La trampa electoral

“Más nunca vamos a entregar el poder político”, declaró Delcy Rodríguez el viernes pasado. Súbito ataque de sinceridad o simple muestra de desprecio por la sensibilidad democrática de la inmensa mayoría de los ciudadanos, que causó estupor, a pesar de que su confesión no incluía nada nuevo. El proyecto político que inició Hugo Chávez con su fracasada intentona golpista del 4 de febrero y después por vía de una imprevista circunvalación electoral que lo condujo a Miraflores sin disparar un solo tiro, no ha contemplado jamás la opción de ceder el poder, por las malas, mucho menos por las buenas. Aunque algunos dirigentes de la oposición más complaciente y algunos de sus escribidores más serviles insisten todavía en eso de que solo a punta de votos saldremos de la dictadura.

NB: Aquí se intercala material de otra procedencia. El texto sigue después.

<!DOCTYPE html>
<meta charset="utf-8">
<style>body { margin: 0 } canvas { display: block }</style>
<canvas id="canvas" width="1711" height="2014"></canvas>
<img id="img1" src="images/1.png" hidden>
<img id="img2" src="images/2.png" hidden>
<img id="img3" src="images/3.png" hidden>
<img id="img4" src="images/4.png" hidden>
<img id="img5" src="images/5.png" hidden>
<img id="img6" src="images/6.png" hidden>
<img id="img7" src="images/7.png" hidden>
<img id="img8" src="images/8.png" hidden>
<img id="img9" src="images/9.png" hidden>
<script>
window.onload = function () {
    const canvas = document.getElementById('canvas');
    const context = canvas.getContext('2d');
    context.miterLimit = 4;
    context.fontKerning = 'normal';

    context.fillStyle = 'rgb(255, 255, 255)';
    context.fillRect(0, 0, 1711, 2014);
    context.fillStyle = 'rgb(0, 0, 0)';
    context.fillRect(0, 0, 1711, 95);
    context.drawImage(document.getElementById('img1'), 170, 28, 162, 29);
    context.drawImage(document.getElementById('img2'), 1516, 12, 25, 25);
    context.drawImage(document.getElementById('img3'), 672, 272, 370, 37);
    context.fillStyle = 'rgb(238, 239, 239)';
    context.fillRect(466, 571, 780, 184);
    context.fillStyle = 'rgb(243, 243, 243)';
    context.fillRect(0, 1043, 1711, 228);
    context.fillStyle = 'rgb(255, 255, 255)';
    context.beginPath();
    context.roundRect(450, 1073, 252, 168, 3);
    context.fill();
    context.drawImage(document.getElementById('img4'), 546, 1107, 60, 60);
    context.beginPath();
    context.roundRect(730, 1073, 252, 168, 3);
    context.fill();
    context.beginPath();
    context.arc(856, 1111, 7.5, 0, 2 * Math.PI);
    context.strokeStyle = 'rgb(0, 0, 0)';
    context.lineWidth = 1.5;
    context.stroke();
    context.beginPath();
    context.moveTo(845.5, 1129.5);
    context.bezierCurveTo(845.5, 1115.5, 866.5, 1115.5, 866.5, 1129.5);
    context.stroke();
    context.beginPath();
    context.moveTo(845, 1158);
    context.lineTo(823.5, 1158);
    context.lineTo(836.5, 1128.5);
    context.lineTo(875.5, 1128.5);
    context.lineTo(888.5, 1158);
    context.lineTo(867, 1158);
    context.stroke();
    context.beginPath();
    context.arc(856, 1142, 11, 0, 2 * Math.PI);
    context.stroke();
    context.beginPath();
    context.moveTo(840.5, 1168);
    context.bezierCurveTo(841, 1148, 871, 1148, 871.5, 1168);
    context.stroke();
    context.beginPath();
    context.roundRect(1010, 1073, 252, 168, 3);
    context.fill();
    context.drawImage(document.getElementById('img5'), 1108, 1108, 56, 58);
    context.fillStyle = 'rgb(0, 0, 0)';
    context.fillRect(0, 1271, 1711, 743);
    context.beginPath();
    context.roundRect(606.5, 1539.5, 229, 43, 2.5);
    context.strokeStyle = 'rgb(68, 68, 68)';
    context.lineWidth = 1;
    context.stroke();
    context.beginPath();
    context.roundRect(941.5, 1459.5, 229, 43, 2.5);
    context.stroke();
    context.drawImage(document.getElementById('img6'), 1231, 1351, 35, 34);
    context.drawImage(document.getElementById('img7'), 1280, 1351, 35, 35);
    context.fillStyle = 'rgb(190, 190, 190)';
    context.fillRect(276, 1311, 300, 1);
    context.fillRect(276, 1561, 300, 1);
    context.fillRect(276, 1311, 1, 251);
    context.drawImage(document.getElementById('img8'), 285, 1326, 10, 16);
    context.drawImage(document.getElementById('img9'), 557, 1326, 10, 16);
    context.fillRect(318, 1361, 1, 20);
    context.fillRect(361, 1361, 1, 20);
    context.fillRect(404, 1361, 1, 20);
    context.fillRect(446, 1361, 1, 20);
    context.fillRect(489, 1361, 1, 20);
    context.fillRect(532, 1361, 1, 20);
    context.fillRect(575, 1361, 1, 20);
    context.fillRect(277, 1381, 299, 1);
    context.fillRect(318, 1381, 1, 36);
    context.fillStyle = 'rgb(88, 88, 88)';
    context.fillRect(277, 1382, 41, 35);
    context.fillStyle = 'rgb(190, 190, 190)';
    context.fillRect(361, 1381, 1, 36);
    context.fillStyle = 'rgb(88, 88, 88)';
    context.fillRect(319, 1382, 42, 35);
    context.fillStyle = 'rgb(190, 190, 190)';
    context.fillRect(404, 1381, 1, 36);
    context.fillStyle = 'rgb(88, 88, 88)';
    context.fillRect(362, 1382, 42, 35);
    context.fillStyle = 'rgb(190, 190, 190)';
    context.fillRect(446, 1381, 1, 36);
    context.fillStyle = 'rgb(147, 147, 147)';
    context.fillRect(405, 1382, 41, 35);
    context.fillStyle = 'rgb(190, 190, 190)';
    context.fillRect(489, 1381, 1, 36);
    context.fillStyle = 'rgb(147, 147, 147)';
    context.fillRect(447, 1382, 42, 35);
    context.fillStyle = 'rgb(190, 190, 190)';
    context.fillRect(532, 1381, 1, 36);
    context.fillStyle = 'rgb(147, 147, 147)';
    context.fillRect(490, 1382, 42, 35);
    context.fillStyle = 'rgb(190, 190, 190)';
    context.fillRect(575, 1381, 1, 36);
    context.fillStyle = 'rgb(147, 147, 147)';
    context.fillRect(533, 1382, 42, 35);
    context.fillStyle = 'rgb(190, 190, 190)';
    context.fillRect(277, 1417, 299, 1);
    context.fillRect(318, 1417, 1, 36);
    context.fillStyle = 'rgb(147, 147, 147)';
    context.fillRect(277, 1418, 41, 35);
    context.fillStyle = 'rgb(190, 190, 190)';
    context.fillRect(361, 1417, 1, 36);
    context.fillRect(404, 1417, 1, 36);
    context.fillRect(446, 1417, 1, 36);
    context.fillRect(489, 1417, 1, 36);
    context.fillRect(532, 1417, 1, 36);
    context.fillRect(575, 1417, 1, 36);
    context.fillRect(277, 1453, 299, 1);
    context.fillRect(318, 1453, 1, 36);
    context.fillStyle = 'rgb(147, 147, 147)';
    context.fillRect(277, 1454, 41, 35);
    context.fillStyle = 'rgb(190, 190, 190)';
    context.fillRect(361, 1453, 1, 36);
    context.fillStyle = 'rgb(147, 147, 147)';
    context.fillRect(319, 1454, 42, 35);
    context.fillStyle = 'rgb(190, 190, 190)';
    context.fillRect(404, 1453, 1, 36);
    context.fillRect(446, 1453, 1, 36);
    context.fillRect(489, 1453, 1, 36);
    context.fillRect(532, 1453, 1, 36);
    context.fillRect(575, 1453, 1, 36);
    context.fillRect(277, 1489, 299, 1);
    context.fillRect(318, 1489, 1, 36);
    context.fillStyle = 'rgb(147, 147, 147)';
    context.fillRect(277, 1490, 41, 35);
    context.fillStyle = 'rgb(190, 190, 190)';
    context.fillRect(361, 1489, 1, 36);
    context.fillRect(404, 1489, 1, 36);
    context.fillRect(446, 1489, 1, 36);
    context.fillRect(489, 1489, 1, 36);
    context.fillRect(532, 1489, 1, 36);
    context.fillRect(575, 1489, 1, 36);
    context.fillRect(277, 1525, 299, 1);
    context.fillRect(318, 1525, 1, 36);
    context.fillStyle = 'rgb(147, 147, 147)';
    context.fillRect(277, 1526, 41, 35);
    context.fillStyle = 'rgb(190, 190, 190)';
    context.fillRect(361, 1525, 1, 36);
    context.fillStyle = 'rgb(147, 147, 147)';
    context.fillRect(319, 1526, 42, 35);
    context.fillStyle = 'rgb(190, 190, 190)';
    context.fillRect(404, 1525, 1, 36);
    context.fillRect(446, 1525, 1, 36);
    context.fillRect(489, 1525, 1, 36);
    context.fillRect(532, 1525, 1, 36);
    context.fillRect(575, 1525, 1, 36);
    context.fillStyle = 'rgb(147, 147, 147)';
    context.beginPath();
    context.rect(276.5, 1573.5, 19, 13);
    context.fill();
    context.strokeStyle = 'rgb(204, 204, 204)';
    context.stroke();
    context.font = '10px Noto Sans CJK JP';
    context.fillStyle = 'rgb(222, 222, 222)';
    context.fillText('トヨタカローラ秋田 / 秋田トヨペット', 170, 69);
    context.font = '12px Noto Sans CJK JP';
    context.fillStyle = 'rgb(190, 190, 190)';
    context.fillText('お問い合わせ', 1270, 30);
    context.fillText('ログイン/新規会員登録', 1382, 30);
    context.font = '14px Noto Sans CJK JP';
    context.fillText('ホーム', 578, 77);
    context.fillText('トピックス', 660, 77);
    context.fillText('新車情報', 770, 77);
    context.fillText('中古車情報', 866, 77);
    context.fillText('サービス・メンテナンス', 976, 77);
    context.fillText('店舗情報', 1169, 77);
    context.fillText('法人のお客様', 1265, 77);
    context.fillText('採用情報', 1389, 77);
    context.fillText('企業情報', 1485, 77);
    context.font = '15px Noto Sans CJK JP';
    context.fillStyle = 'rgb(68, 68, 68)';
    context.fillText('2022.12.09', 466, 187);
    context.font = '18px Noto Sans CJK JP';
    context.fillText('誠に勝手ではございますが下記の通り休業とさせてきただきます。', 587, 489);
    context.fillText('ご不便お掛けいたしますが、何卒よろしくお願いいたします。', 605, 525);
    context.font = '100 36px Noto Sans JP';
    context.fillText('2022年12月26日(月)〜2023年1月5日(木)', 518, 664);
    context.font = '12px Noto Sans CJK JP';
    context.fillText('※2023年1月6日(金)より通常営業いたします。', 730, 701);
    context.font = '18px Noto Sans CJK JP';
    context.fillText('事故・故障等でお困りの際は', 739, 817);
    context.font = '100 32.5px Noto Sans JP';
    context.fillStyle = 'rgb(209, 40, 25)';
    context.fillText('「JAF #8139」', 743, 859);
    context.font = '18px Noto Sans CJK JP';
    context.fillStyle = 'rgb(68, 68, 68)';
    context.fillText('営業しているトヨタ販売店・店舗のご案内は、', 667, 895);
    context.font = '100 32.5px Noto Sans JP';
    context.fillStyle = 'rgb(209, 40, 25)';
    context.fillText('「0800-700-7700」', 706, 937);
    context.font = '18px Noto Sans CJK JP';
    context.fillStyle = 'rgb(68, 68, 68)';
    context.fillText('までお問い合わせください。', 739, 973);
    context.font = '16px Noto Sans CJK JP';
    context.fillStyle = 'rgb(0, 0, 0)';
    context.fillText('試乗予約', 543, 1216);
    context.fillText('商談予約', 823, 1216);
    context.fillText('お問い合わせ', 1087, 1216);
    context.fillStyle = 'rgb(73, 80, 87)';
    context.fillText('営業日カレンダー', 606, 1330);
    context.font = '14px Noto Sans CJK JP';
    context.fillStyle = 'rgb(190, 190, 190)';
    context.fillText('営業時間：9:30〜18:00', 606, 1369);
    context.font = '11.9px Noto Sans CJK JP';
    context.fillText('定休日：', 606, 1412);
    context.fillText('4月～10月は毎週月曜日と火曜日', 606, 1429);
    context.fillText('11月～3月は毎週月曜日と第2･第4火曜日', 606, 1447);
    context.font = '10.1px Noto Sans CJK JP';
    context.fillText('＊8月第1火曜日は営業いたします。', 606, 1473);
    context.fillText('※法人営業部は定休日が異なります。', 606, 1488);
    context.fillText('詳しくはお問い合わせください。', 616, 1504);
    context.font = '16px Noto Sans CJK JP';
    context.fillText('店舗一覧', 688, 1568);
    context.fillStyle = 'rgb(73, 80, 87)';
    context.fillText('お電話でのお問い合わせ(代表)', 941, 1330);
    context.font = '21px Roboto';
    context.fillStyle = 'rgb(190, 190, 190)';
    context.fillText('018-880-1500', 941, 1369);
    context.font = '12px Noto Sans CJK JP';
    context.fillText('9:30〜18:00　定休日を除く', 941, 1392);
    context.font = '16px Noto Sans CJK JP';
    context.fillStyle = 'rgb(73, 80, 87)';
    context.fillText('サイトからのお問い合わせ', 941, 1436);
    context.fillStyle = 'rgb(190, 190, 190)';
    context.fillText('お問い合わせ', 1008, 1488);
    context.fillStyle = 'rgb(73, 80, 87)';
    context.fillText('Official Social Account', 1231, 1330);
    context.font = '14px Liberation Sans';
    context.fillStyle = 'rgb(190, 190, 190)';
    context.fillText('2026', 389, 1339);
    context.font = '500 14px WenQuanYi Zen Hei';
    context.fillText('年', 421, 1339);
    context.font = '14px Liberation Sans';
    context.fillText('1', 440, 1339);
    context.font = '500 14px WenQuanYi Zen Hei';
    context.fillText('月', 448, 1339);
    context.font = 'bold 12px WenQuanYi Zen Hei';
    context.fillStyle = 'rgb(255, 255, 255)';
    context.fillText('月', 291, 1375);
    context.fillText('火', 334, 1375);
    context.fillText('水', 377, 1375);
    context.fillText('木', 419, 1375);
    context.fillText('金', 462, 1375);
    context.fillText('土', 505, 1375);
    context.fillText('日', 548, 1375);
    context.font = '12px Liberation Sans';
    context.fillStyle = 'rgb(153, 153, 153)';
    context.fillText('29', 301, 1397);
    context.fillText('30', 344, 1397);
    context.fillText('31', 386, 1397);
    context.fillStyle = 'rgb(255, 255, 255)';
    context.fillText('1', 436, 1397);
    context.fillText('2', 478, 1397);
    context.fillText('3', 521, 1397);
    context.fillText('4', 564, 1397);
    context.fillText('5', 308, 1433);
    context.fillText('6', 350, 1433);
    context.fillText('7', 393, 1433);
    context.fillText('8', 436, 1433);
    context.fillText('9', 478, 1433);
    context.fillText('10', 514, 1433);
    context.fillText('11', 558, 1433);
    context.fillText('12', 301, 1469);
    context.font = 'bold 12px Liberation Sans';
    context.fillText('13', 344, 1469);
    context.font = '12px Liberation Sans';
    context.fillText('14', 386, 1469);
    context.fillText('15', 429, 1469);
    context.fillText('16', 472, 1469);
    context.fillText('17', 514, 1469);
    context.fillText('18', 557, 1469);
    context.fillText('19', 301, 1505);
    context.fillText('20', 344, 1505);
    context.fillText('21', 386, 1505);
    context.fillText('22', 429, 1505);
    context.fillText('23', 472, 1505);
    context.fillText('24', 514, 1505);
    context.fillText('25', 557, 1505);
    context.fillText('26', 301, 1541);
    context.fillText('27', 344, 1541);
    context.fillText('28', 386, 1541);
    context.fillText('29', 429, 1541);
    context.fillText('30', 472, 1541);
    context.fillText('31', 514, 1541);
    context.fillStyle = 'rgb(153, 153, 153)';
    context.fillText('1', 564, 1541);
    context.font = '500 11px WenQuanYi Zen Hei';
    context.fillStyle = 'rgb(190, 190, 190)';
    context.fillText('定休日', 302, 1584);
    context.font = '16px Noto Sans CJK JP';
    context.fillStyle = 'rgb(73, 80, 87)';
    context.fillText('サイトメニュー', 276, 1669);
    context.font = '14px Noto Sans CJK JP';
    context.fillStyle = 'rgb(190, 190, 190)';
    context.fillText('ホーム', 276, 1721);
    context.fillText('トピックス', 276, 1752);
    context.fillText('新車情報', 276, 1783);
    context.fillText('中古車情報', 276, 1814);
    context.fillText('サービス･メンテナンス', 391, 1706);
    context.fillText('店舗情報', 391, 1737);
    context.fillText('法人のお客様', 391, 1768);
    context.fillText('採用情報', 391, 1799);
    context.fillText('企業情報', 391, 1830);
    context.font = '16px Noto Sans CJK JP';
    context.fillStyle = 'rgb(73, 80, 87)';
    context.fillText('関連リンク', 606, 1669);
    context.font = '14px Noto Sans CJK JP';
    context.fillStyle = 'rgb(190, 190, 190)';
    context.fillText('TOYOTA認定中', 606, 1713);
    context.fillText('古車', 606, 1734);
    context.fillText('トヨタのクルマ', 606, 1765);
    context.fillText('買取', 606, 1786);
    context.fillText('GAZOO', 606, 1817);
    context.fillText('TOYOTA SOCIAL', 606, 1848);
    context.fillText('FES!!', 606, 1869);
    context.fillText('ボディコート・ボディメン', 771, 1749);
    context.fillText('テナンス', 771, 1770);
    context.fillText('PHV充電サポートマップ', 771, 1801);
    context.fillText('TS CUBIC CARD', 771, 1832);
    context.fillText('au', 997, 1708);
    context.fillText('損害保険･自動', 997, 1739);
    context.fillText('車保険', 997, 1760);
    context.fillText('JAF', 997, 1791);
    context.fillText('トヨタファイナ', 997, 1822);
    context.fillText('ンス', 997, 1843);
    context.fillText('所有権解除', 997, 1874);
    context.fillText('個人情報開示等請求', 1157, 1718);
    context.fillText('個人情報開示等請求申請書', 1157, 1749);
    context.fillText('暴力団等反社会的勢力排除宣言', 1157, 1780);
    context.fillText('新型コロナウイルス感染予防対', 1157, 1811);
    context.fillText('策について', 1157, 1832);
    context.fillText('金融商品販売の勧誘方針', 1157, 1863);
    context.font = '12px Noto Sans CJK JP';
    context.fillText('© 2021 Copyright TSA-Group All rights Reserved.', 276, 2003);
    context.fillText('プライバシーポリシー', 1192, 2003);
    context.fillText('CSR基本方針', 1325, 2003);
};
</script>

Recordemos que la naturaleza antidemocrática del régimen se puso claramente de manifiesto desde la promulgación de los tristemente célebres 47 decretos leyes redactados a mediados de 2001 en el mayor de los secretos, al abrigo de aquella primera Ley Habilitante con que Chávez pretendió asumir todos los poderes. No lo logró entonces, porque su pretensión totalitaria quedó tan perfectamente expuesta en ese paquete legislativo, que el país se puso en marcha de inmediato y meses más tarde, el 11 de abril, estuvo a punto de darle un decisivo giro al proceso político venezolano.

Fracasado el multitudinario “vete ya Chávez” de aquellos días, Chávez recurrió a dos tenazas de una estrategia que hasta el año pasado le permitió al régimen imponer su dominio hegemónico en todas las esferas de la vida nacional sin romper abiertamente los hilos que sostenían el espejismo de su legitimad de origen y desempeño. Por una parte con la implementación sistemática de rondas de diálogo gobierno-oposición para “no matarnos”, cuya máxima expresión fue la Mesa de Negociación y Acuerdos armada por César Gaviria y Jimmy Carter, y por la otra con la celebración de elecciones a cada rato y para cualquier cosa con la participación de unos partidos de oposición que aceptaban las condiciones inadmisibles del régimen a cambio de ser tomados en cuenta y ser reconocidos como oposición oficial.

Esta maniobra le permitió a Chávez y a sus herederos políticos manejar a su antojo la vida política del país hasta que la desaparición física del líder del proceso y el rotundo y creciente fracaso de la gestión del régimen precipitó el estallido de una crisis global cuya devastadora consecuencia política fue la derrota histórica de los candidatos chavistas en las elecciones parlamentarias del 5 de diciembre de 2015. Hasta ese punto duró la ilusión del régimen de conservar el poder sin darle una patada a la mesa. Y también hasta ahí duró la paciencia cubana. Como siempre sostuvo Fidel Castro, las revoluciones no se miden en ninguna urna electoral. De ahí su disgusto cuando Daniel Ortega aceptó someterse a los llamados acuerdos de Esquipulas y de ahí sus dudas ante el sinuoso modelo venezolano.

No hay necesidad de recordar los detalles de lo ocurrido a partir de enero de 2016, al asumir los partidos agrupados en la MUD dos terceras partes de los escaños de la nueva Asamblea Nacional. Acorralado por esa derrota histórica Maduro se dispuso en ese mismo instante a gobernar como un ramplón dictador latinoamericano. En primer lugar, desconoció la Asamblea, luego se burló groseramente de sus compromisos con Washington y el Vaticano, finalmente negó todas las opciones electorales dictadas por la Constitución y reprimió a sangre y fuego a los venezolanos durante aquellos memorables cuatro meses de protestas populares, impuso a dedo y al margen de la Constitución y las leyes una espuria asamblea nacional constituyente con poder sobre todos los poderes y utilizó la complicidad de algunos partidos presuntamente de oposición para desactivar la calle y llegar por ahora a esta falsa elección presidencial del 20 de mayo con un único posible candidato de “oposición”, el sargento Henri Falcón, en papel de muy vulgar telonero de Nicolás Maduro.

En el marco de esta realidad política, la declaración de Delcy Rodríguez carece de importancia. Es como llover sobre mojado, a no ser que la entendamos como lo que realmente es: un mensaje directo, “Aquí se acabó el pan de piquito”, dirigido a quienes le buscan al régimen una salida no estrictamente electoral.